Regulating the Trade
But Rashid worries the center's success will only be temporary. He accuses the Afghan government of doing little to make the country's gemstone mining trade viable. Rashid claims that Afghan taxes and fees for selling gemstones are the highest in the world.
When asked about the official hoops sellers have to jump through, he flips through a sheath of government forms a half-inch thick. He explains he has to get approval from 17 offices before he can export anything. He says maneuvering through the system takes at least two weeks.
Add to that the 25 percent he has to pay in bribes to police and bandits to get the gemstones safely to Kabul from far-flung provinces like Badakhshan, and dealers' earnings drop by half. He says the high cost of Afghan electricity and fuel needed to transport and process lapis also makes it impossible to stay competitively priced with the raw stone that illegally finds its way to the bazaars in Pakistan.
Working Conditions in the Mine Town
Back in the mining town in southern Badakhshan, many agree with Rashid that the government needs to do more than collect taxes. Otherwise, they predict, smuggling will once again become the norm.

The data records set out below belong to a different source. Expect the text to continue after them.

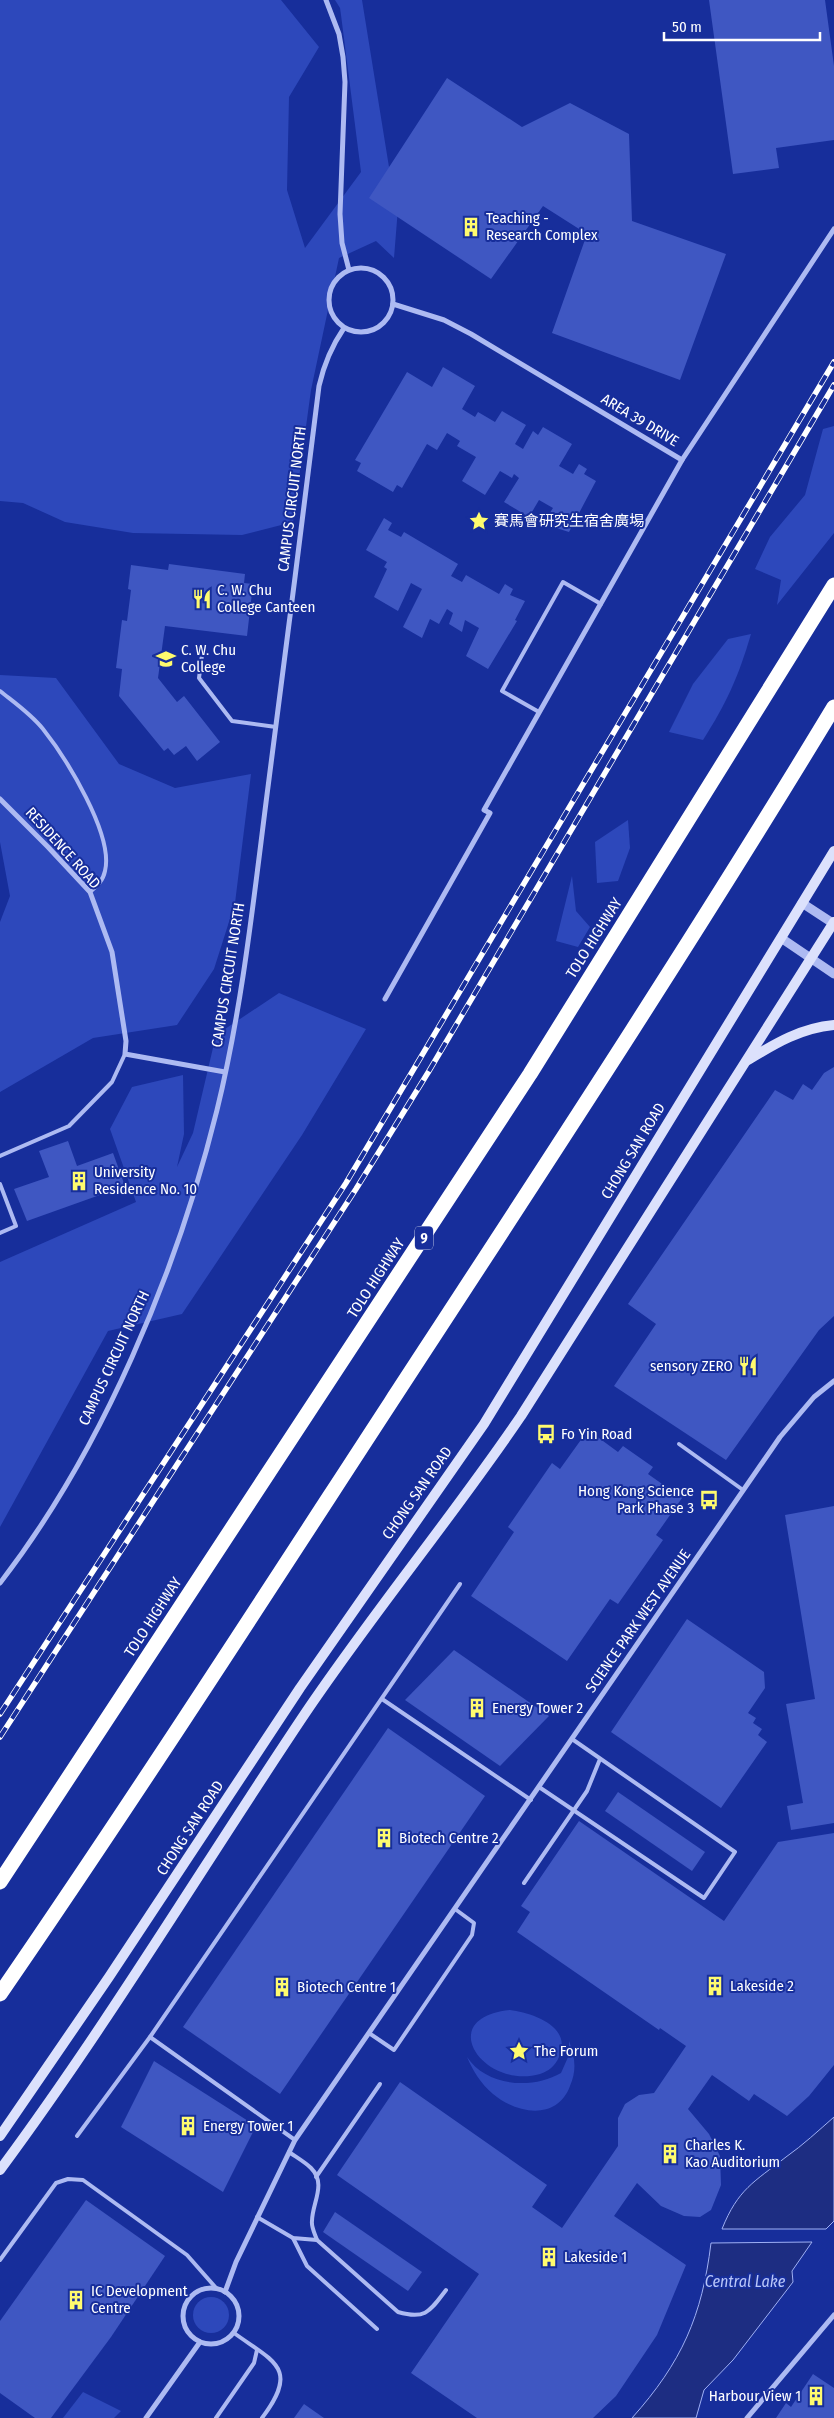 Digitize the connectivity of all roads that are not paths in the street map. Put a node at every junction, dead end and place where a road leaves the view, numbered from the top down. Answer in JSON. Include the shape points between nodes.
{"nodes":[{"id":1,"x":326,"y":0,"type":"edge"},
{"id":2,"x":834,"y":229,"type":"edge"},
{"id":3,"x":350,"y":270,"type":"junction"},
{"id":4,"x":393,"y":304,"type":"junction"},
{"id":5,"x":344,"y":328,"type":"junction"},
{"id":6,"x":682,"y":460,"type":"junction"},
{"id":7,"x":834,"y":584,"type":"edge"},
{"id":8,"x":601,"y":604,"type":"junction"},
{"id":9,"x":203,"y":647,"type":"dead end"},
{"id":10,"x":0,"y":691,"type":"edge"},
{"id":11,"x":834,"y":707,"type":"edge"},
{"id":12,"x":539,"y":712,"type":"junction"},
{"id":13,"x":276,"y":727,"type":"junction"},
{"id":14,"x":0,"y":799,"type":"edge"},
{"id":15,"x":834,"y":851,"type":"edge"},
{"id":16,"x":90,"y":892,"type":"junction"},
{"id":17,"x":802,"y":903,"type":"junction"},
{"id":18,"x":834,"y":923,"type":"edge"},
{"id":19,"x":781,"y":938,"type":"junction"},
{"id":20,"x":811,"y":958,"type":"junction"},
{"id":21,"x":834,"y":974,"type":"edge"},
{"id":22,"x":385,"y":999,"type":"dead end"},
{"id":23,"x":834,"y":1024,"type":"edge"},
{"id":24,"x":125,"y":1054,"type":"junction"},
{"id":25,"x":746,"y":1061,"type":"junction"},
{"id":26,"x":224,"y":1072,"type":"junction"},
{"id":27,"x":0,"y":1156,"type":"edge"},
{"id":28,"x":0,"y":1184,"type":"edge"},
{"id":29,"x":0,"y":1233,"type":"edge"},
{"id":30,"x":834,"y":1381,"type":"edge"},
{"id":31,"x":678,"y":1444,"type":"dead end"},
{"id":32,"x":743,"y":1490,"type":"junction"},
{"id":33,"x":0,"y":1583,"type":"edge"},
{"id":34,"x":460,"y":1584,"type":"dead end"},
{"id":35,"x":382,"y":1699,"type":"junction"},
{"id":36,"x":572,"y":1739,"type":"junction"},
{"id":37,"x":600,"y":1759,"type":"junction"},
{"id":38,"x":539,"y":1787,"type":"junction"},
{"id":39,"x":531,"y":1800,"type":"junction"},
{"id":40,"x":574,"y":1811,"type":"junction"},
{"id":41,"x":0,"y":1882,"type":"edge"},
{"id":42,"x":524,"y":1883,"type":"dead end"},
{"id":43,"x":455,"y":1909,"type":"junction"},
{"id":44,"x":0,"y":1994,"type":"edge"},
{"id":45,"x":369,"y":2032,"type":"junction"},
{"id":46,"x":150,"y":2037,"type":"junction"},
{"id":47,"x":380,"y":2084,"type":"dead end"},
{"id":48,"x":0,"y":2136,"type":"edge"},
{"id":49,"x":77,"y":2136,"type":"dead end"},
{"id":50,"x":295,"y":2140,"type":"junction"},
{"id":51,"x":288,"y":2152,"type":"junction"},
{"id":52,"x":0,"y":2170,"type":"edge"},
{"id":53,"x":316,"y":2177,"type":"junction"},
{"id":54,"x":256,"y":2217,"type":"junction"},
{"id":55,"x":293,"y":2238,"type":"junction"},
{"id":56,"x":317,"y":2240,"type":"junction"},
{"id":57,"x":0,"y":2260,"type":"edge"},
{"id":58,"x":217,"y":2289,"type":"junction"},
{"id":59,"x":446,"y":2290,"type":"dead end"},
{"id":60,"x":225,"y":2292,"type":"junction"},
{"id":61,"x":834,"y":2315,"type":"edge"},
{"id":62,"x":377,"y":2328,"type":"dead end"},
{"id":63,"x":234,"y":2333,"type":"junction"},
{"id":64,"x":200,"y":2342,"type":"junction"},
{"id":65,"x":257,"y":2350,"type":"junction"},
{"id":66,"x":146,"y":2418,"type":"edge"},
{"id":67,"x":216,"y":2418,"type":"edge"},
{"id":68,"x":262,"y":2418,"type":"edge"},
{"id":69,"x":747,"y":2418,"type":"edge"}],
"edges":[{"from":1,"to":3,"type":"street","via":[[344,57],[340,214],[342,243]]},
{"from":2,"to":6,"type":"street","name":"AREA 39 DRIVE"},
{"from":3,"to":4,"type":"street","via":[[371,269],[381,274],[388,283]]},
{"from":3,"to":5,"type":"street","via":[[333,282],[328,302],[336,322]]},
{"from":4,"to":5,"type":"street","via":[[384,324],[375,330],[365,333]]},
{"from":4,"to":6,"type":"street","name":"AREA 39 DRIVE","via":[[444,320],[471,334]]},
{"from":5,"to":13,"type":"street","name":"CAMPUS CIRCUIT NORTH","via":[[324,362],[319,386]]},
{"from":6,"to":8,"type":"street"},
{"from":7,"to":41,"type":"highway","name":"TOLO HIGHWAY","number":"9","via":[[530,1074]]},
{"from":8,"to":12,"type":"street"},
{"from":8,"to":12,"type":"lane","via":[[564,582],[502,691]]},
{"from":9,"to":13,"type":"lane","via":[[199,678],[232,721]]},
{"from":10,"to":16,"type":"lane","via":[[43,729],[74,773],[102,833],[106,870],[101,882]]},
{"from":11,"to":44,"type":"highway","via":[[768,816],[472,1277],[89,1864]]},
{"from":12,"to":22,"type":"street","via":[[484,810],[490,813]]},
{"from":13,"to":26,"type":"street","name":"CAMPUS CIRCUIT NORTH","via":[[241,992]]},
{"from":14,"to":16,"type":"street","name":"RESIDENCE ROAD"},
{"from":15,"to":17,"type":"main road","name":"CHONG SAN ROAD"},
{"from":16,"to":24,"type":"street","name":"RESIDENCE ROAD","via":[[112,952],[126,1042]]},
{"from":17,"to":18,"type":"street"},
{"from":17,"to":19,"type":"main road","name":"CHONG SAN ROAD"},
{"from":18,"to":20,"type":"main road"},
{"from":19,"to":20,"type":"street"},
{"from":19,"to":48,"type":"main road","name":"CHONG SAN ROAD","via":[[484,1424],[300,1688]]},
{"from":20,"to":21,"type":"street"},
{"from":20,"to":25,"type":"main road"},
{"from":23,"to":25,"type":"main road","via":[[800,1031]]},
{"from":24,"to":26,"type":"street"},
{"from":24,"to":27,"type":"lane","via":[[112,1082],[69,1126]]},
{"from":25,"to":52,"type":"main road","via":[[522,1416],[336,1669],[110,2013]]},
{"from":26,"to":33,"type":"street","name":"CAMPUS CIRCUIT NORTH","via":[[217,1110],[189,1209],[128,1366],[62,1491]]},
{"from":28,"to":29,"type":"lane","via":[[16,1226]]},
{"from":30,"to":32,"type":"street","name":"SCIENCE PARK WEST AVENUE","via":[[814,1397],[780,1437]]},
{"from":31,"to":32,"type":"lane"},
{"from":32,"to":36,"type":"street","name":"SCIENCE PARK WEST AVENUE"},
{"from":34,"to":35,"type":"lane"},
{"from":35,"to":39,"type":"lane"},
{"from":35,"to":46,"type":"lane"},
{"from":36,"to":37,"type":"lane"},
{"from":36,"to":38,"type":"street","name":"SCIENCE PARK WEST AVENUE"},
{"from":37,"to":40,"type":"lane","via":[[587,1792]]},
{"from":37,"to":40,"type":"lane","via":[[735,1852],[704,1898]]},
{"from":38,"to":39,"type":"street","name":"SCIENCE PARK WEST AVENUE"},
{"from":38,"to":40,"type":"lane"},
{"from":39,"to":43,"type":"street","name":"SCIENCE PARK WEST AVENUE"},
{"from":40,"to":42,"type":"lane"},
{"from":43,"to":45,"type":"street","name":"SCIENCE PARK WEST AVENUE"},
{"from":43,"to":45,"type":"lane","via":[[474,1923],[472,1935],[394,2050]]},
{"from":45,"to":50,"type":"street","name":"SCIENCE PARK WEST AVENUE"},
{"from":46,"to":49,"type":"lane"},
{"from":46,"to":50,"type":"lane"},
{"from":47,"to":53,"type":"lane"},
{"from":50,"to":51,"type":"street","name":"SCIENCE PARK WEST AVENUE"},
{"from":51,"to":53,"type":"lane","via":[[313,2169]]},
{"from":51,"to":54,"type":"street","name":"SCIENCE PARK WEST AVENUE"},
{"from":53,"to":56,"type":"lane","via":[[319,2192],[311,2223]]},
{"from":54,"to":55,"type":"lane"},
{"from":54,"to":60,"type":"street","name":"SCIENCE PARK WEST AVENUE"},
{"from":55,"to":56,"type":"lane"},
{"from":55,"to":62,"type":"lane","via":[[307,2266]]},
{"from":56,"to":59,"type":"lane","via":[[398,2312],[423,2315]]},
{"from":57,"to":58,"type":"lane","via":[[56,2183],[68,2179],[83,2180],[187,2255]]},
{"from":58,"to":60,"type":"street"},
{"from":58,"to":64,"type":"street","via":[[199,2291],[186,2304],[184,2322],[187,2330]]},
{"from":60,"to":63,"type":"street","via":[[237,2306],[238,2324]]},
{"from":61,"to":69,"type":"street"},
{"from":63,"to":64,"type":"street","via":[[218,2343]]},
{"from":63,"to":65,"type":"lane"},
{"from":64,"to":66,"type":"street"},
{"from":65,"to":67,"type":"lane","via":[[254,2363]]},
{"from":65,"to":68,"type":"lane","via":[[281,2371],[282,2386]]}]}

They want to see improvements on the ground. The poor condition of the only road leading to Badakhshan, for example, makes it difficult for supply trucks to get there. As a result, miners pay more than twice what other Afghans pay for food and shelter.
American and German aid workers are looking to rebuild the lone bridge in town that was washed out in a storm. A new bridge could shave at least seven hours off the road trip to Kabul, but only if someone clears the rocks that have fallen over the winter onto the mountain-lined roads.
Conditions in the 20 or so lapis mines above the town are even worse. Some of them are run by militia commanders. There is no official oversight other than a required license and taxes paid on equipment in the mine.
Surprisingly, news of the recent mine disaster in Utah has reached this isolated enclave.
Police chief Sayed Asssadullah Mujaddedi says the American story may have had a sad ending, but Afghans here envy the equipment and effort that went into trying to rescue the six American miners.
"We don't have anything like that. There's only one way into our tunnels and that's the way the miners use," Mujaddedj said. "Last year, six people got stuck in a cave-in and we had to get them out by clawing at the rocks with our hands."
Nor are there benefits paid to the families' of miners who die or are maimed. Mining lapis is a job no one here likes. It doesn't help that the free-for-all mining encouraged by the Afghan government is lowering lapis prices. That, in turn, lowers the daily wage, which on a good day, is $10.
But miner Rahimullah says there's no other work available to them. He has worked the mines for 9 years. He says his 2-year-old son will someday work them as well, unless other jobs open up.